▎ 摘　　要

Spontaneous driving of liquid droplets on textured substrate is of great importance in understanding some biological processes and designing numerous functional surfaces. However, the pinning force usually reduces the velocity and moving stability of liquid droplets in self-driving process. In this paper, a novel design of nanopillared surface with a gradient density of structural pillar matrix covered by a monolayer graphene is proposed to realize ultrafast self-driving of water droplets. Classical molecular dynamics results provide a deep insight into the enhanced spontaneous driving behaviors, and reveal the underlying mechanism of the decrease in pinning force by a monolayer graphene.
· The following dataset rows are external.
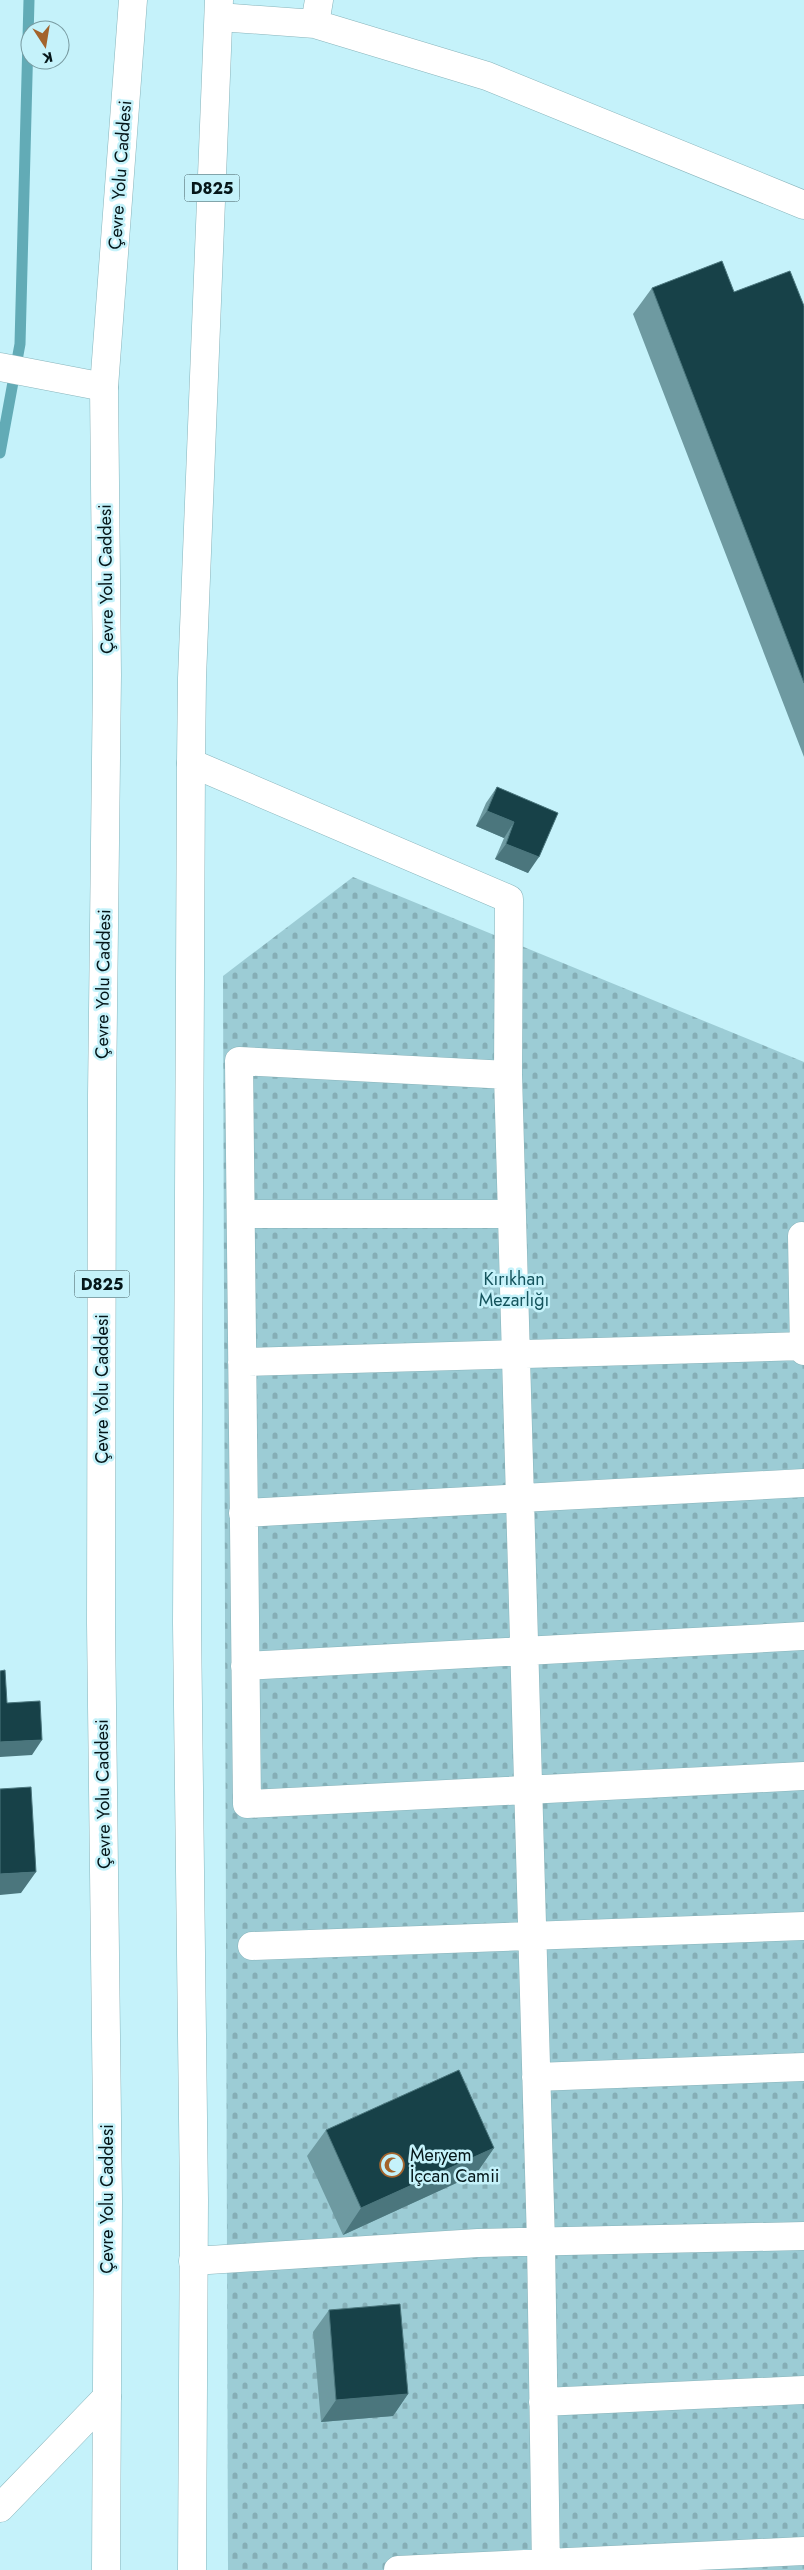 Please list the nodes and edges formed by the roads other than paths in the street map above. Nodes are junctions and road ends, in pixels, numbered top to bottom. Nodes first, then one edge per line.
1 (133, 0) edge
2 (219, 8) edge
3 (317, 12) edge
4 (804, 205) edge
5 (0, 367) edge
6 (104, 387) junction
7 (191, 763) junction
8 (508, 1074) junction
9 (240, 1214) junction
10 (511, 1214) junction
11 (802, 1236) dead end
12 (804, 1346) edge
13 (804, 1351) edge
14 (516, 1355) junction
15 (242, 1362) junction
16 (804, 1483) edge
17 (520, 1498) junction
18 (244, 1513) junction
19 (804, 1636) edge
20 (524, 1651) junction
21 (246, 1666) junction
22 (804, 1776) edge
23 (528, 1790) junction
24 (804, 1926) edge
25 (532, 1936) junction
26 (252, 1946) dead end
27 (804, 2067) edge
28 (536, 2077) junction
29 (804, 2236) edge
30 (541, 2242) junction
31 (193, 2261) junction
32 (804, 2390) edge
33 (107, 2397) junction
34 (543, 2402) junction
35 (0, 2508) edge
36 (804, 2551) edge
37 (545, 2567) edge
38 (106, 2570) edge
39 (192, 2570) edge
40 (398, 2570) edge

1 - 6 main road, Çevre Yolu Caddesi / D825
2 - 3 main road
2 - 7 main road, D825
3 - 4 main road
5 - 6 main road
6 - 33 main road, Çevre Yolu Caddesi / D825
7 - 8 main road
7 - 31 main road, D825
8 - 9 main road
8 - 10 main road
9 - 10 main road
9 - 15 main road
10 - 14 main road
11 - 12 main road
12 - 13 main road
12 - 14 main road
14 - 15 main road
14 - 17 main road
15 - 18 main road
16 - 17 main road
17 - 18 main road
17 - 20 main road
18 - 21 main road
19 - 20 main road
20 - 21 main road
20 - 23 main road
21 - 23 main road
22 - 23 main road
23 - 25 main road
24 - 25 main road
25 - 26 main road
25 - 28 main road
27 - 28 main road
28 - 30 main road
29 - 30 main road
30 - 31 main road
30 - 34 main road
31 - 39 main road, D825
32 - 34 main road
33 - 35 main road
33 - 38 main road, Çevre Yolu Caddesi / D825
34 - 37 main road
36 - 37 main road
37 - 40 main road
The droplet can move spontaneously at a ultrahigh speed of 75.7 m/s (272.52 km/h) from sparsest to densest regions of pillars while a wettability gradient is created by the gradient distribution density of pillar matrix relying on the wetting transparency of monolayer graphene. In particular, the gradient short pillared texture triggers an opposite self-driving regularity in which the water droplet moves from densest to sparsest regions of pillars, intrinsically because the gradient short-pillared surface leads to a wetting transition from hydrophobic to hydrophilic since the monolayer graphene can be adsorbed into the sparsest short-pillared texture. Furthermore, the influence mechanism of the pillar shape and pillar matrix on the self-driving behaviors of the water nanodroplet is clarified. The findings will theoretically direct the design of graphene-covered functional surfaces for spontaneous driving of liquid droplets.